# Given data
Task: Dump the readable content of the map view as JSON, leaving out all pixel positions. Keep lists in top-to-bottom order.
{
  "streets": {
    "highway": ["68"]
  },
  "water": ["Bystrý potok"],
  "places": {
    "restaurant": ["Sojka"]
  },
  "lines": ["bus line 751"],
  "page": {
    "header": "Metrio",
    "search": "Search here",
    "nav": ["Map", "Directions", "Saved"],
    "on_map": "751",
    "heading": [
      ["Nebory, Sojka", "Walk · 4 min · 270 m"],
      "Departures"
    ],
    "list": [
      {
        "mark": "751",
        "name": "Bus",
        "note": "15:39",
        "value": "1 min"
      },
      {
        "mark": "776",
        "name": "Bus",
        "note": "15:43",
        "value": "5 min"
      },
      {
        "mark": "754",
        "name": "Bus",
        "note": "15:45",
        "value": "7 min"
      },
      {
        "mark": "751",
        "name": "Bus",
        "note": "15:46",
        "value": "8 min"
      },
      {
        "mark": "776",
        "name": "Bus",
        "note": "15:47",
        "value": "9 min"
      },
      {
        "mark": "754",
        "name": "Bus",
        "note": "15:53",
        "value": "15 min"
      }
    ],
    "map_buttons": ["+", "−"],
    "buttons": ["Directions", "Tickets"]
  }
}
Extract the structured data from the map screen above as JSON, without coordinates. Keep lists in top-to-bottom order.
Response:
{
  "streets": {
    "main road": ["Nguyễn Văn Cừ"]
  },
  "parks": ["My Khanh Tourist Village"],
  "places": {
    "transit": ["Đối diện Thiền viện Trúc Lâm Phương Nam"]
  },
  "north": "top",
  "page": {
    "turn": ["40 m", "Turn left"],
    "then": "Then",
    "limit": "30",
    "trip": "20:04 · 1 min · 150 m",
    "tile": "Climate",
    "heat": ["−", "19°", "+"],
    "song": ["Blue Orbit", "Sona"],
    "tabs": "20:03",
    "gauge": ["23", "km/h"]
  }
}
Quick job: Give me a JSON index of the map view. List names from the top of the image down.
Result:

# Task requirements
Word for word, restate only the lines from the one containing "Quick job: Give" through the last line of the entries, with both ends kept.

# Written reply
Quick job: Give me a JSON index of the map view. List names from the top of the image down.
Result:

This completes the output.